---------- DATASET EXCERPTS

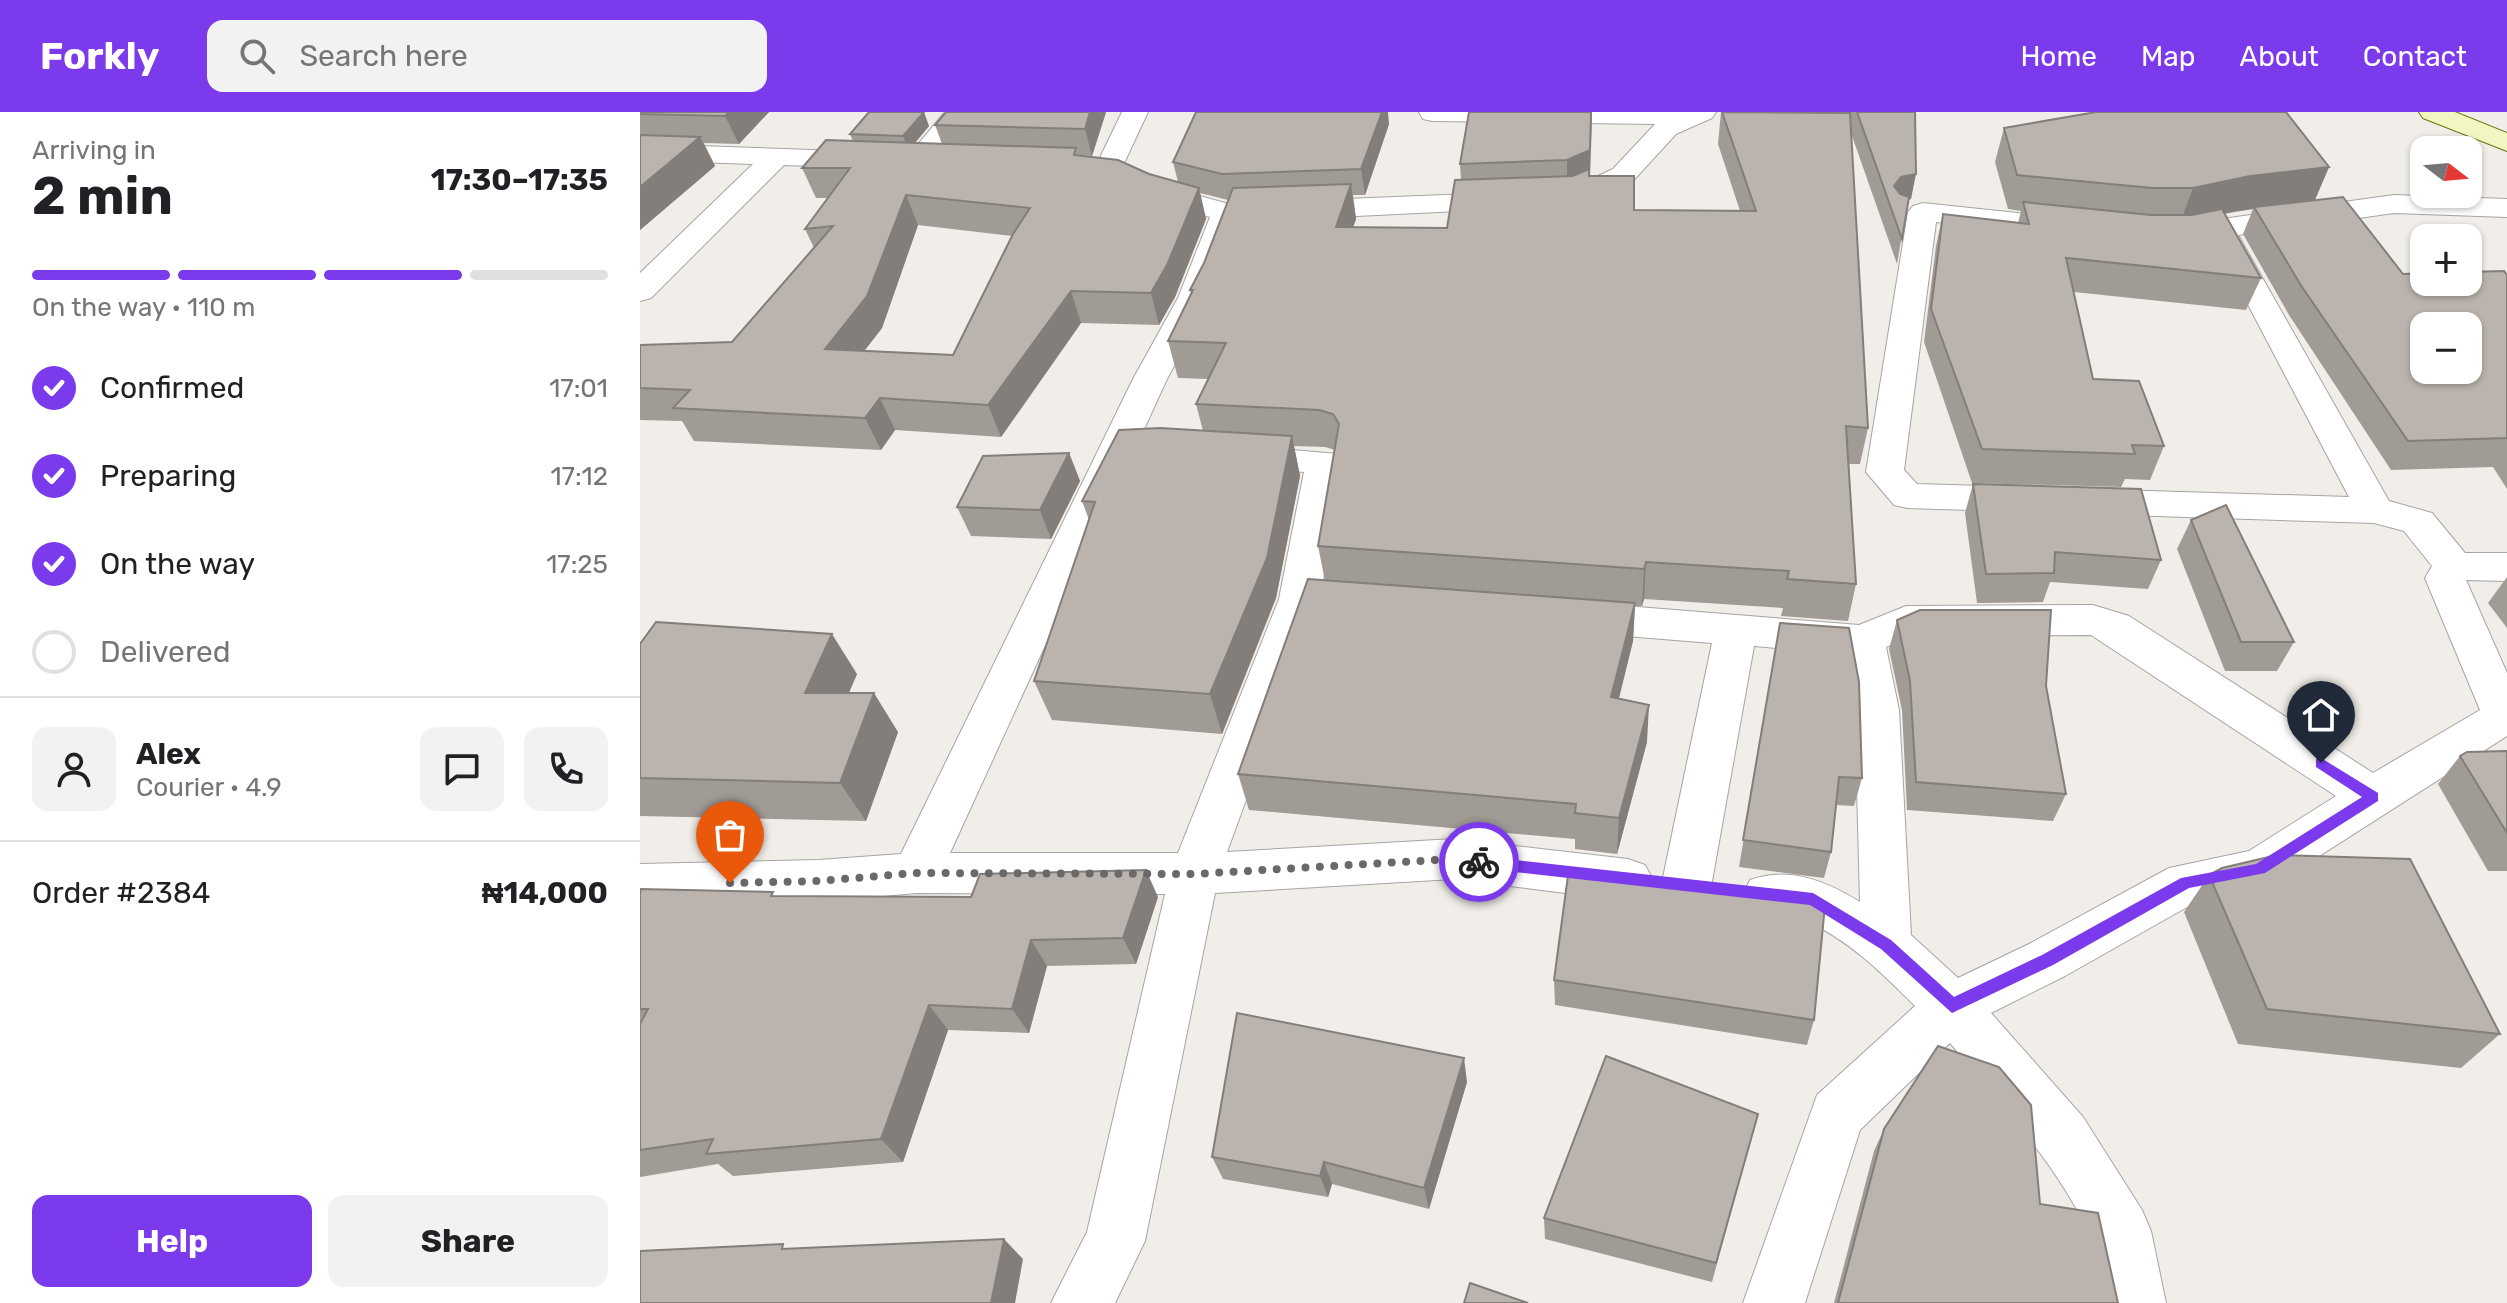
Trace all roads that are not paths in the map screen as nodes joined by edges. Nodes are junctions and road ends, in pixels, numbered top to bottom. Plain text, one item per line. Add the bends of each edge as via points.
1 (959, 112) edge
2 (1135, 112) edge
3 (2432, 112) edge
4 (2487, 112) edge
5 (1432, 113) edge
6 (1698, 114) edge
7 (2507, 120) edge
8 (2507, 143) edge
9 (640, 152) edge
10 (777, 157) junction
11 (918, 161) junction
12 (949, 162) edge
13 (2507, 208) edge
14 (1226, 212) junction
15 (2220, 227) junction
16 (2109, 231) edge
17 (2140, 235) edge
18 (640, 291) edge
19 (1206, 456) edge
20 (2375, 510) junction
21 (2454, 566) junction
22 (2507, 567) edge
23 (1299, 599) junction
24 (1392, 606) edge
25 (1535, 615) edge
26 (1736, 630) junction
27 (1863, 640) junction
28 (2373, 797) junction
29 (916, 873) junction
30 (1194, 874) junction
31 (640, 885) edge
32 (1686, 887) junction
33 (1886, 944) junction
34 (1952, 1006) junction
35 (1082, 1303) edge
36 (1774, 1303) edge
37 (2135, 1303) edge

1 - 11 street
2 - 14 street via 1095,167
3 - 8 main road
4 - 7 main road
5 - 6 street
6 - 14 street via 1666,128 1623,175 1573,199
9 - 10 street
10 - 11 street
10 - 18 street
11 - 12 street
13 - 15 street via 2394,204
14 - 29 street via 1132,451
15 - 17 street
15 - 20 street
16 - 20 street via 1915,212 1885,472 1907,496
19 - 23 street via 1325,462
20 - 21 street via 2418,522
21 - 22 street
21 - 28 street via 2445,578 2505,718
23 - 24 street
23 - 30 street
25 - 26 street
26 - 27 street
26 - 32 street
27 - 28 street via 1906,621 2093,620 2114,627
27 - 33 street via 1877,710
28 - 34 street via 2260,869 2186,883
29 - 30 street
29 - 31 street
30 - 32 street via 1454,859
30 - 35 street via 1115,1241
32 - 33 street via 1813,899
33 - 34 street
34 - 36 street via 1837,1114
34 - 37 street via 2063,1136 2094,1185 2121,1231

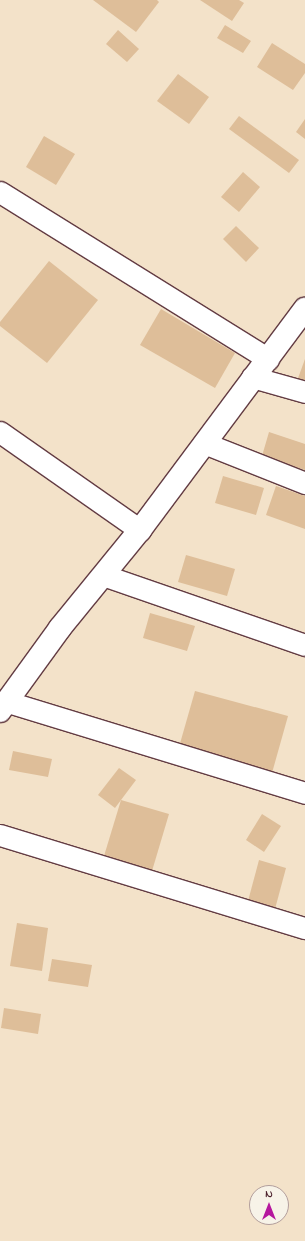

--------------------

## WHAT YOU ARE ASKED TO DO:
Extract every line above that contains the word "road".

## ANSWER TO THIS PROBLEM:
Trace all roads that are not paths in the map screen as nodes joined by edges. Nodes are junctions and road ends, in pixels, numbered top to bottom. Plain text, one item per line. Add the bends of each edge as via points.
3 - 8 main road
4 - 7 main road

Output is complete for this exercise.